たしかにギルドを掛け持ちする者は多いけれど、7歳の子がそうであることは稀で。


「ありがとうございます。あ、あと最後に」

「なあに?」

「お姉さんのお名前、聞いてもいいですか?」


どうかこの子がこの先齎してくれるものが良きものでありますように


「ニチカよ。よろしくね」


去っていく小さな背中を見送った瞬間、緊張の糸が切れ、一気に脱力した。


「大丈夫か、ニチカ」

「ギルド長~!」


自分でも情けないくらい涙声になったのは許してほしい。


「とりあえずサントスは薬師のばあさんのとこに行かせた。あの人ならまあ数日中には結果を出してくれるだろ」

「職業ギルドを通さなくていいんですか?」

「それは後でやっておく。
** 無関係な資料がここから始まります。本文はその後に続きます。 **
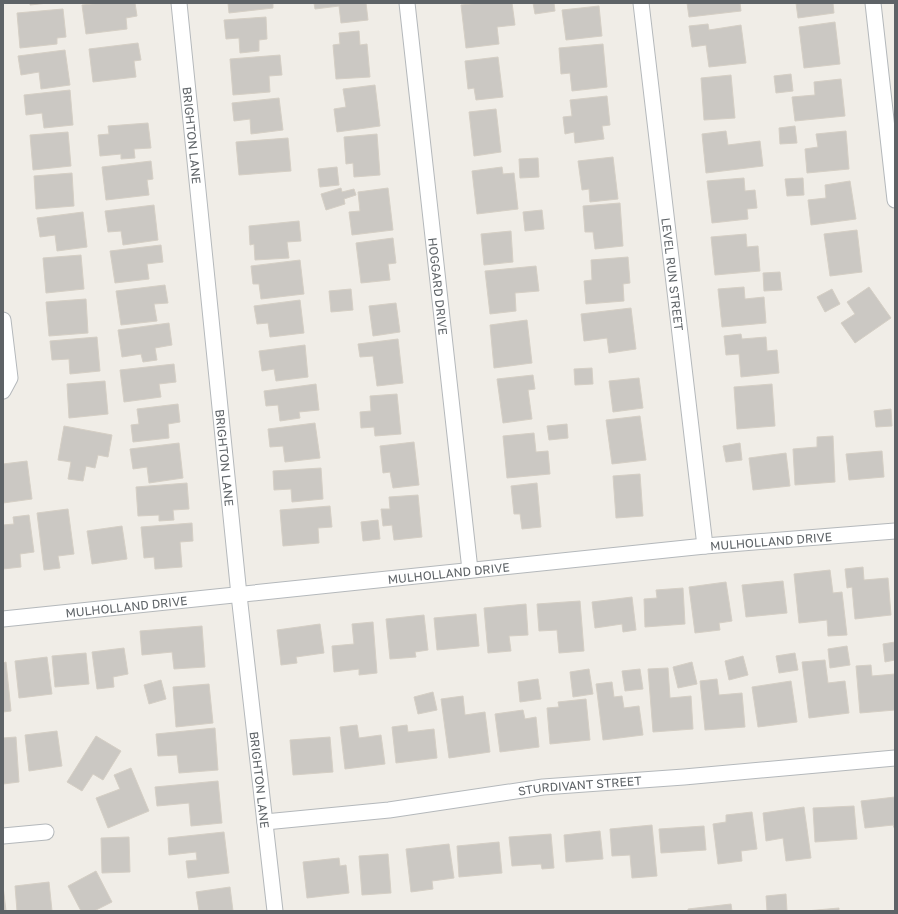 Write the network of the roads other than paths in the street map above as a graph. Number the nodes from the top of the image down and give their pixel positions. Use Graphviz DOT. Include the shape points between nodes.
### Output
graph roads {
  1 [pos="179,3"];
  2 [pos="407,3"];
  3 [pos="641,3"];
  4 [pos="873,3"];
  5 [pos="895,200"];
  6 [pos="3,320"];
  7 [pos="3,391"];
  8 [pos="895,530"];
  9 [pos="705,546"];
  10 [pos="470,570"];
  11 [pos="239,595"];
  12 [pos="3,619"];
  13 [pos="895,758"];
  14 [pos="265,822"];
  15 [pos="46,832"];
  16 [pos="3,836"];
  17 [pos="275,911"];
  1 -- 11 [label="street, BRIGHTON LANE"];
  2 -- 10 [label="street, HOGGARD DRIVE"];
  3 -- 9 [label="street, LEVEL RUN STREET"];
  4 -- 5 [label="street"];
  6 -- 7 [label="street" via="10,378"];
  8 -- 9 [label="street, MULHOLLAND DRIVE"];
  9 -- 10 [label="street, MULHOLLAND DRIVE"];
  10 -- 11 [label="street, MULHOLLAND DRIVE"];
  11 -- 12 [label="street, MULHOLLAND DRIVE"];
  11 -- 14 [label="street, BRIGHTON LANE"];
  13 -- 14 [label="street, STURDIVANT STREET" via="543,787 389,810"];
  14 -- 17 [label="street, BRIGHTON LANE"];
  15 -- 16 [label="street"];
} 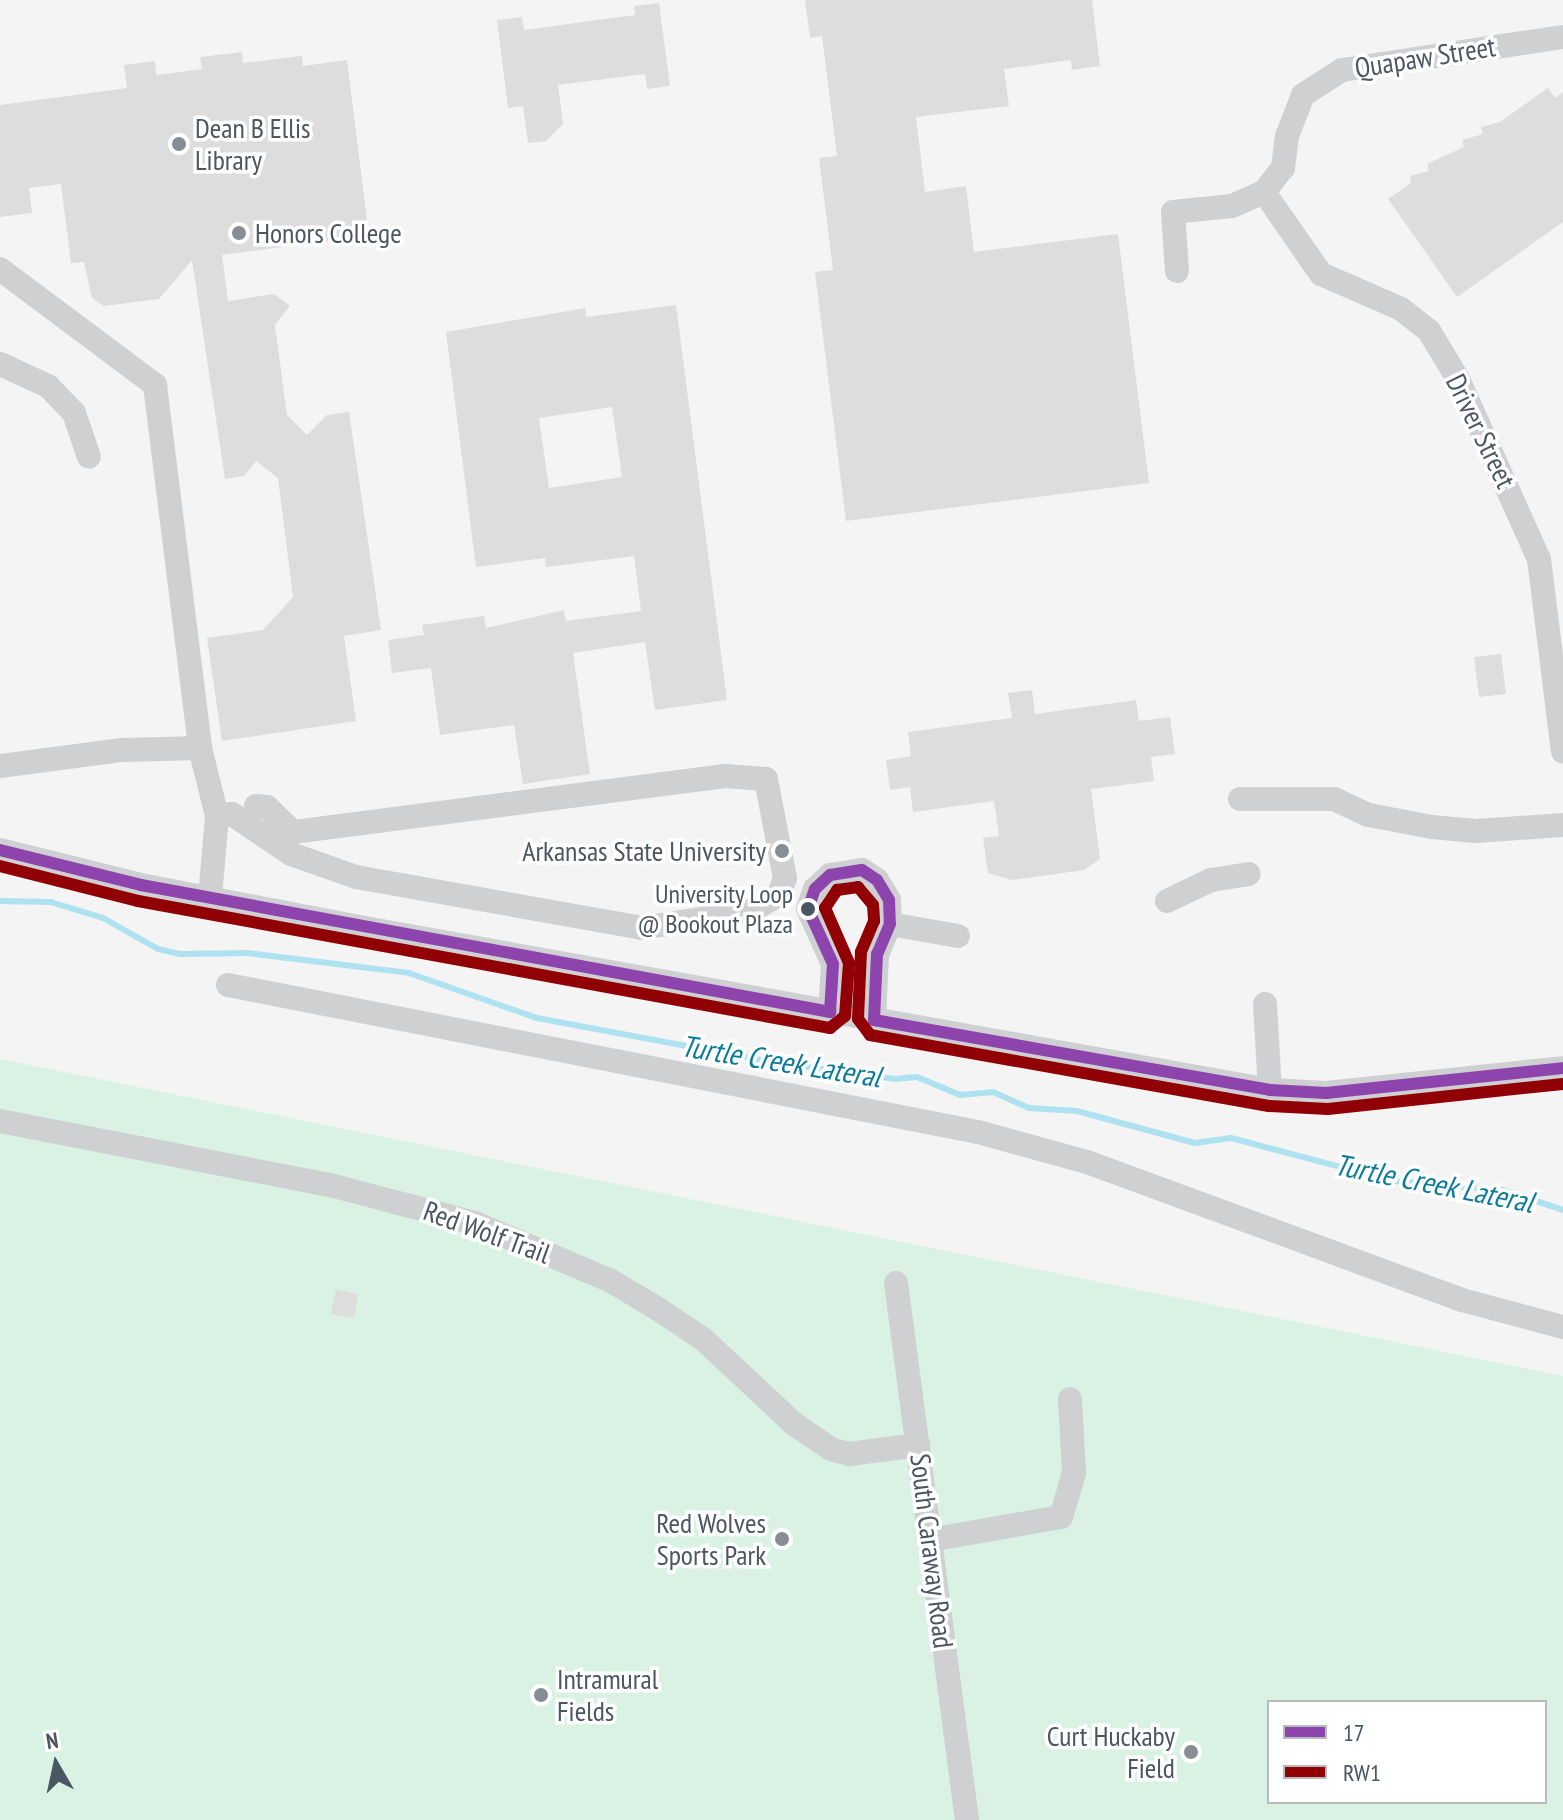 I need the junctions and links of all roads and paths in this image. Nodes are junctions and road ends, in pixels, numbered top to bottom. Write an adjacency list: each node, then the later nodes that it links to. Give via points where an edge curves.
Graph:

今はなにより確かめることのほうが先決だろ…もうすぐまたあの時期がやってくるからな」


ギルド長のいうあの時期。

それはこれから寒くなるこの時期に毎年流行る病のことだった。普通の風邪よりも高い熱が出るうえ、すぐ他人にもうつるためこの街でも毎年多くの者がかかり、子供や老人などか弱い者が毎年数人は亡くなっていた。そんな病にはポーションは気休め程度しか効かないけれど、それでも飲まないよりはずっとましで。毎年この時期が来る前に多くの薬師が薬草を求めていた。


「ロヒシさんは?」

「商業ギルドに行かせた。あいつならあの子がたどり着く前にあらかた事情を説明できるだろう」

「そうですか…………あの子の言ったこと本当だと思いますか?」

「さあな。けど本当なら今までの倍は作れるようになるし、効果も高いってんなら試さないわけにはいかないだろう。……今年はもう誰も死なずに済めばいいんだがな」

「そう、ですね」


おととしの冬。辛そうに、けれどうつしてはいけないからと最後まで笑って大丈夫だからと家族を避けていたおばあちゃん。

今でも大好きな祖母が亡くなったその時期はもうすぐそこまで迫っていた。